→ **PROBLEM STATEMENT**
Filter the records for "bottom" and keep each line that has it.

→ **EXTRACTED ENTRIES**
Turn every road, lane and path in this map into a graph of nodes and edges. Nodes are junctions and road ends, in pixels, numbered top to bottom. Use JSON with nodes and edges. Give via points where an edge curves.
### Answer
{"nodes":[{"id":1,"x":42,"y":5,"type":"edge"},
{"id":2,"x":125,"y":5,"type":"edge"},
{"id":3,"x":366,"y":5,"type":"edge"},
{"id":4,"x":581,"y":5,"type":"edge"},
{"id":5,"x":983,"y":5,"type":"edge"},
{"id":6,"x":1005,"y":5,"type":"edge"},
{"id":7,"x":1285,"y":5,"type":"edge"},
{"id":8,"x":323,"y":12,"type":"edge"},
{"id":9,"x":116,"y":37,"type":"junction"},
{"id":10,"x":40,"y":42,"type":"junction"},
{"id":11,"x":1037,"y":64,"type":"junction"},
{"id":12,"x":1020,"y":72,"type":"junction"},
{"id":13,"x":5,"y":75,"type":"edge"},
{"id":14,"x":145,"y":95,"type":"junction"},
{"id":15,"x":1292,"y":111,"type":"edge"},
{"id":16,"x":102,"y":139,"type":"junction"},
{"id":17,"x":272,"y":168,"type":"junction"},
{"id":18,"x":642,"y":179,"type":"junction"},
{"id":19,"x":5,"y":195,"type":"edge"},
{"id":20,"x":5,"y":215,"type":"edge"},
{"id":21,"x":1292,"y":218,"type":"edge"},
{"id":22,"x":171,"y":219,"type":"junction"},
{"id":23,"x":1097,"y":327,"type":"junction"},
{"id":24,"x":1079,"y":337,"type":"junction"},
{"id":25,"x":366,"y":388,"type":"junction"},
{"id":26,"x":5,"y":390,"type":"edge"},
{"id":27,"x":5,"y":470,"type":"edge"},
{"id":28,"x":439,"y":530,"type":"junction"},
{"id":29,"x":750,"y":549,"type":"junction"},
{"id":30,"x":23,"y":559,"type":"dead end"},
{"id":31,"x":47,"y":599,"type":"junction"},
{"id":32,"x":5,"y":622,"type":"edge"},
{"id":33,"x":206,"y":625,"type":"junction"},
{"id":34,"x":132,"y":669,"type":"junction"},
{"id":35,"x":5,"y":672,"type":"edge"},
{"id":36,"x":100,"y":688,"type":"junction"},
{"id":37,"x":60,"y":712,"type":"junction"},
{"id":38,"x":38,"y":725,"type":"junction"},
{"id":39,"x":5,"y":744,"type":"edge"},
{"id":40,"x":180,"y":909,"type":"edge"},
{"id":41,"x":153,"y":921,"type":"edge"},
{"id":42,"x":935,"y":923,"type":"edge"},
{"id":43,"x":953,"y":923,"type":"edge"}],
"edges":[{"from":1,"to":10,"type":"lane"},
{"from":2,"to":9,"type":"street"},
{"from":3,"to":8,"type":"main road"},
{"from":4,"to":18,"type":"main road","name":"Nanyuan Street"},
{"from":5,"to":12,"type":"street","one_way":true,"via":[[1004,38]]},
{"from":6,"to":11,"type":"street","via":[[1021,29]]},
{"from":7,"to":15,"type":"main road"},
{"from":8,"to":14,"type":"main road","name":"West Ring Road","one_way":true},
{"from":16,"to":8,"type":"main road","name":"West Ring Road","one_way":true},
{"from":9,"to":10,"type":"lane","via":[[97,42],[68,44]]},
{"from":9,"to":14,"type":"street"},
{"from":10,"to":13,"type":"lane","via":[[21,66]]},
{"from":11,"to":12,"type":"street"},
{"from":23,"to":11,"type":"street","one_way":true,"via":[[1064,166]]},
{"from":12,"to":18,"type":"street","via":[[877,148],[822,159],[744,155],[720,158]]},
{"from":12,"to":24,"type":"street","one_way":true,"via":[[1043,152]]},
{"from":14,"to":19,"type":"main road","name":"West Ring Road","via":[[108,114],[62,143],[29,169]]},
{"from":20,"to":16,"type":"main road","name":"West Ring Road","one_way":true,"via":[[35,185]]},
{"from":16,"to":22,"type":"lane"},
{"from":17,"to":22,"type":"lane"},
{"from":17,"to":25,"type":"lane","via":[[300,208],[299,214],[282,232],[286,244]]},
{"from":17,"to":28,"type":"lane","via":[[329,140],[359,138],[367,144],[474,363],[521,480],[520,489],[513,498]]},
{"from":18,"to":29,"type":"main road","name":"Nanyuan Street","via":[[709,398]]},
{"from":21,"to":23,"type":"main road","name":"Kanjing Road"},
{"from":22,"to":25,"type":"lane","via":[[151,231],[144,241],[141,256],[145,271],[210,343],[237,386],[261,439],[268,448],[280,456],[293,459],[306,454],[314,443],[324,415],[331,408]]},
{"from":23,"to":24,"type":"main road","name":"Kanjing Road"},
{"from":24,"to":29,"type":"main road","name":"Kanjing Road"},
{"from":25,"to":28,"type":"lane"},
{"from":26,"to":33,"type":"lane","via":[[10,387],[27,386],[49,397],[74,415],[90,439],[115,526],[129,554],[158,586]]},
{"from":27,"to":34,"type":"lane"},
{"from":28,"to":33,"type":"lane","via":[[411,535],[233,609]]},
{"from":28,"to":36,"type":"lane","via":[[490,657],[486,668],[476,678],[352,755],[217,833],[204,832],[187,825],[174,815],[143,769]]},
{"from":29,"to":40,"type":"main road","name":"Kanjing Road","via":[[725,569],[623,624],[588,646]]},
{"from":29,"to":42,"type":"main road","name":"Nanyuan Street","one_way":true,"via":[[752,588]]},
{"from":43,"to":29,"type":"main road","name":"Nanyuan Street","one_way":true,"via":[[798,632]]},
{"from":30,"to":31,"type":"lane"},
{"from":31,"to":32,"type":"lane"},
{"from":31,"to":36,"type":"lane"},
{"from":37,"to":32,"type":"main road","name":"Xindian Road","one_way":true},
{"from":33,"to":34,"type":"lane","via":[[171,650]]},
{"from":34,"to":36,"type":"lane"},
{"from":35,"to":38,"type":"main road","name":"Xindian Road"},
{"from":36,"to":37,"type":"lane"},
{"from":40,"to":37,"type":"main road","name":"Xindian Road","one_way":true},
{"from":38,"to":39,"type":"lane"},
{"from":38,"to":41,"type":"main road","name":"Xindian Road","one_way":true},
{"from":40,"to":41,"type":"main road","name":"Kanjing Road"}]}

* * *

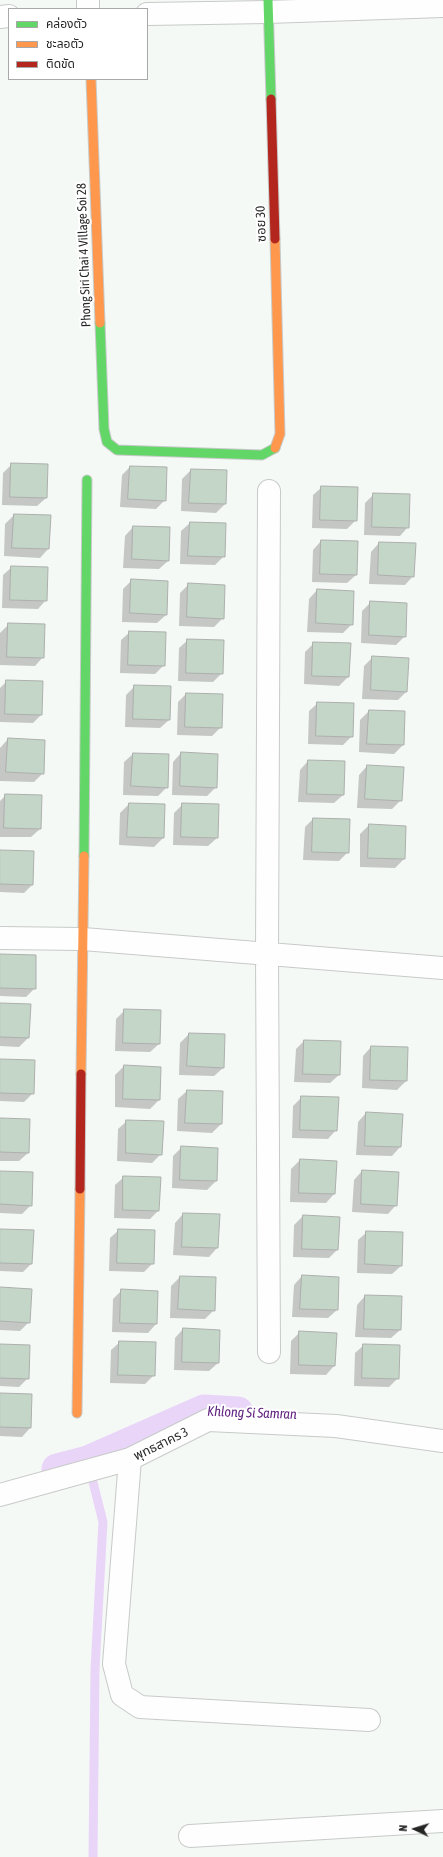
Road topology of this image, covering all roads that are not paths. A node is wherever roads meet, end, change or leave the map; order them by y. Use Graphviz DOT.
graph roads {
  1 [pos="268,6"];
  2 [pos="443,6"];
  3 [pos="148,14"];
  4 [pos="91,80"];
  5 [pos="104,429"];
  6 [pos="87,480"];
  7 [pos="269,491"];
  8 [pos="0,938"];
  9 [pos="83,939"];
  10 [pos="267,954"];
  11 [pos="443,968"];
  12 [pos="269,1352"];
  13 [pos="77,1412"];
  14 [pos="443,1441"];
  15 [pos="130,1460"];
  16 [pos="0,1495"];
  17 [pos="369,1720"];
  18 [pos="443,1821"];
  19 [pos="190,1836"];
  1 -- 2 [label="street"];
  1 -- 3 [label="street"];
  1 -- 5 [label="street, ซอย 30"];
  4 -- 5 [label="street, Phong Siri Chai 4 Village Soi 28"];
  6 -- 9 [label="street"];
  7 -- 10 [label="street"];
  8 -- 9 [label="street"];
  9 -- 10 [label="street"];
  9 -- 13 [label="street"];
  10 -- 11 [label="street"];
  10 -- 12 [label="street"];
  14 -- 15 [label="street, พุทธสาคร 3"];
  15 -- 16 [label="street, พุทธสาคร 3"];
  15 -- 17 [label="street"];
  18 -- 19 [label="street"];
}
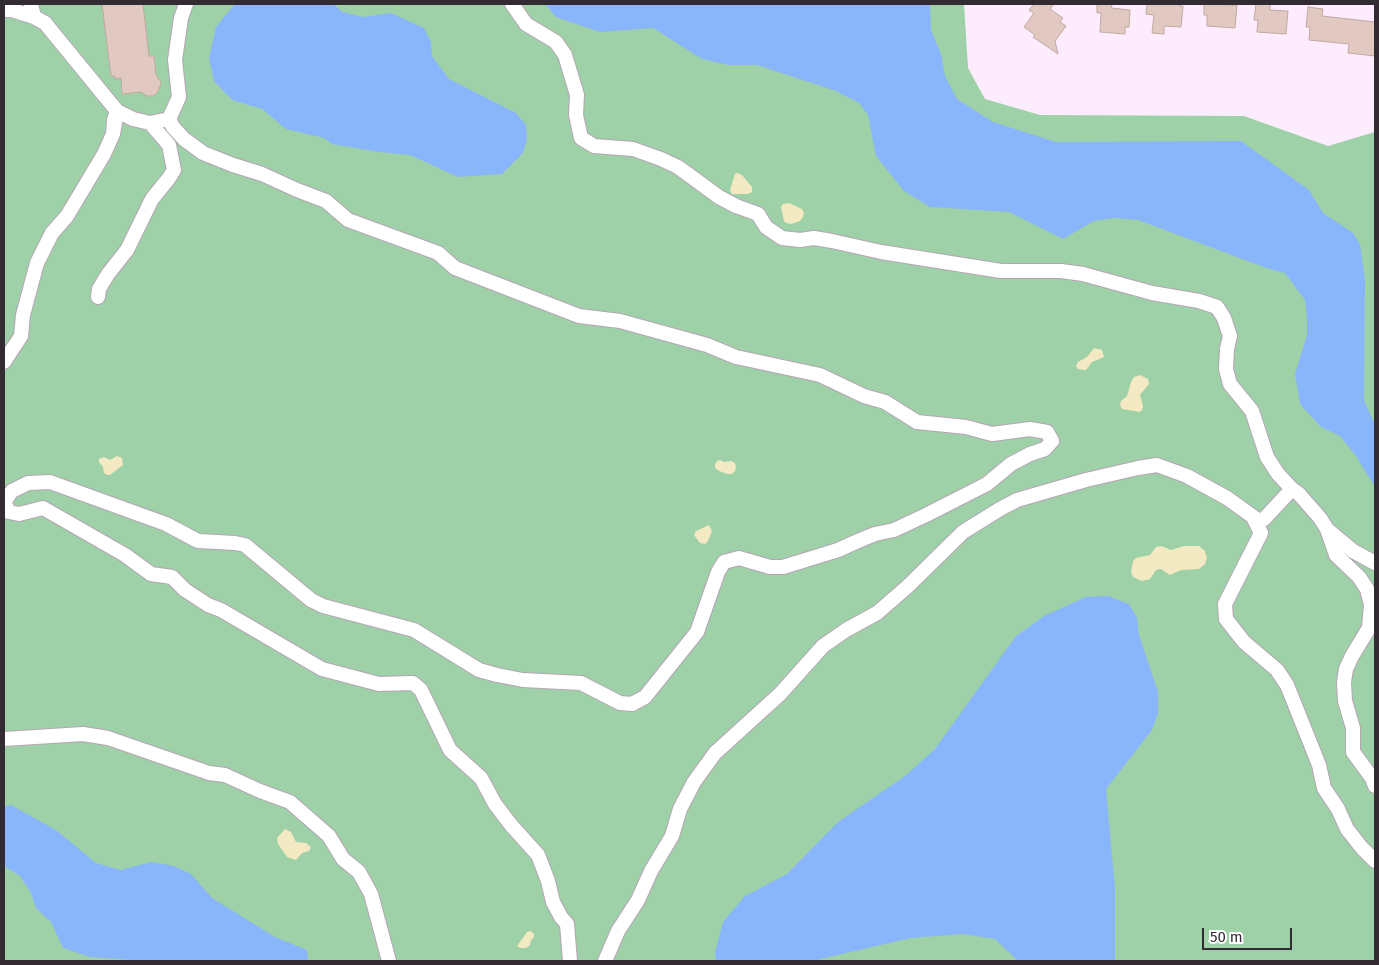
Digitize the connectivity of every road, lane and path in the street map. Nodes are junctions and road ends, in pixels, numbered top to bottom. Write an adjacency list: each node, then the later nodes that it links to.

→ **REPLY**
Turn every road, lane and path in this map into a graph of nodes and edges. Nodes are junctions and road ends, in pixels, numbered top to bottom. Use JSON with nodes and edges. Give via points where an edge curves.
Digitize the connectivity of every road, lane and path in the street map. Nodes are junctions and road ends, in pixels, numbered top to bottom. Write an adjacency list: each node, then the later nodes that it links to.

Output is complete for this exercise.